国指定有形文化財の建物というだけで、心が躍る。
草津が、東海道53次の52番目の宿場だということを、すっかり忘れていたので、現地について、タイムスリップしたように、それらしい町並みの中に入り込んでいるのを知って、
(こういうの、めっちゃ好き!)
と、わくわくする。
ランチタイムの混雑が一段落したころだったようで、並ばずに中に通してもらえた。
靴を脱いであがる。
ひんやりとした廊下がここちよい。
風鈴がたくさん吊るされている。
湖国百選の庭を観ながら食事ができるという大広間は、満室だったので、手前の小さな部屋に通された。

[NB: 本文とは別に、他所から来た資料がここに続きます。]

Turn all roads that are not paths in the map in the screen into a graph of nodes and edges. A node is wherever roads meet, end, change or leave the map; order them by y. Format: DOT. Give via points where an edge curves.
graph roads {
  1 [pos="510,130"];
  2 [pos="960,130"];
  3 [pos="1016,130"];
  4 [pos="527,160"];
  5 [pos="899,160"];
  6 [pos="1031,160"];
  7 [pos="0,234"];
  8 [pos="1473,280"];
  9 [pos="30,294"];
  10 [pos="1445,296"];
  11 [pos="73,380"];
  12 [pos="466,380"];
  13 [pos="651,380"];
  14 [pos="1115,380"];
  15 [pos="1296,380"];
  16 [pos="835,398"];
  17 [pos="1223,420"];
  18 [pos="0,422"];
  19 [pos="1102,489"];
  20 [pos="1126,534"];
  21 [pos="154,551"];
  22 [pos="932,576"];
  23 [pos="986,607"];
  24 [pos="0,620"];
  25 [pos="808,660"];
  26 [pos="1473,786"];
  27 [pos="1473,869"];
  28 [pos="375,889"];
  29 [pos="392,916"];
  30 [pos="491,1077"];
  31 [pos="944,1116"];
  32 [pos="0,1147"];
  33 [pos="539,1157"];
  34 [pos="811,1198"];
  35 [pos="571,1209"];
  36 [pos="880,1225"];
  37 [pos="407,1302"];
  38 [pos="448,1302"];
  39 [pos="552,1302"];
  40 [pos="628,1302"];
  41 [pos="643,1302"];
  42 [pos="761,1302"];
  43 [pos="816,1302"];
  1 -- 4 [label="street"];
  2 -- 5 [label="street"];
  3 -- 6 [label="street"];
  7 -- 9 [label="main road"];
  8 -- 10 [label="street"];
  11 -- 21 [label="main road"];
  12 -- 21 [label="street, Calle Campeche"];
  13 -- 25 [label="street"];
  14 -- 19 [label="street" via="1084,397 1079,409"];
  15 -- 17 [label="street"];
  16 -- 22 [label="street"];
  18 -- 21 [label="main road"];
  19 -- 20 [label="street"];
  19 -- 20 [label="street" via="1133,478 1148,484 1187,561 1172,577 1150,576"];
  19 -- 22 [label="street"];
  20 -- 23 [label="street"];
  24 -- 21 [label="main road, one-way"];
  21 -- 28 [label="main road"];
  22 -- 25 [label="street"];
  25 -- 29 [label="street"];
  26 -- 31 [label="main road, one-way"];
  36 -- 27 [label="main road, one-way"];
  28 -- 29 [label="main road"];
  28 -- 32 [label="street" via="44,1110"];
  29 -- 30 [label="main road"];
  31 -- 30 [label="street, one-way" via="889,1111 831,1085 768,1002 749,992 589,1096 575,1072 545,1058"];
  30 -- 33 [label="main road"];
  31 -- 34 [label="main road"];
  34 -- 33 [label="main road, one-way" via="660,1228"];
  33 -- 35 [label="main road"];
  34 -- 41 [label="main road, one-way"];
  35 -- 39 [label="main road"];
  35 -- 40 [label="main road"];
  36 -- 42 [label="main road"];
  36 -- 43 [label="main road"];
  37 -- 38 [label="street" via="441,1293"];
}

シスコ展のエネルギーがすごかったので、静けさがありがたい。
名物の「厚焼きたまごサンド」を注文した。
「からしマヨネーズをつけていいですか?」と尋ねられて、うなずく。
裕子ちゃんも私も、食べるのは初めて!
目の前に置かれた「厚焼きたまごサンド」どうしたら、このように、美しく均一にきめ細かく密にできあがるのか、ありえないほどの厚み!
先にたまごサンドを持ち上げた裕子ちゃんの第一声は、
「重い! たまごが逃げる!」
手をのばしてみると……
(ずっしり!)
(この重さは……)
何個のたまごを使って作っているのだろう?
食べようとすると、特性からしマヨネーズがすべって、パンから落ちそうになる。
それを、両手で支えて、かぶる。
(ジューシー)
(ふわふわ)
(やさしい、おだしの味)
さすが、老舗の料亭のだしまきだ。
調子に乗って、二口目をかぶりつくと、
(熱い!)
中は、アツアツで、口の中で、はふはふ。
(おいしー――い)
たまご料理は、なんて最強なのだろう。
サラダも、ちょっぴりなのに、新鮮で、ドレッシングがとってもおいしくて、大事に食べる。
廊下には骨董品が飾られてあり、美術館のよう。
坪庭のしつらえも趣がある。
宿場町としての草津の町並みに後ろ髪をひかれつつ、次なる目的地へ。
◆ボディペインティング
シスコ展のあとは、裕子ちゃんの提案で、「カラオケ」に。
到着してからわかったのだけど、歌をうたうことが目的ではないのだった。
草津のカラオケ店は、裕子ちゃんが、昨年から依頼を受けている絵本製作の作業場だそうだ。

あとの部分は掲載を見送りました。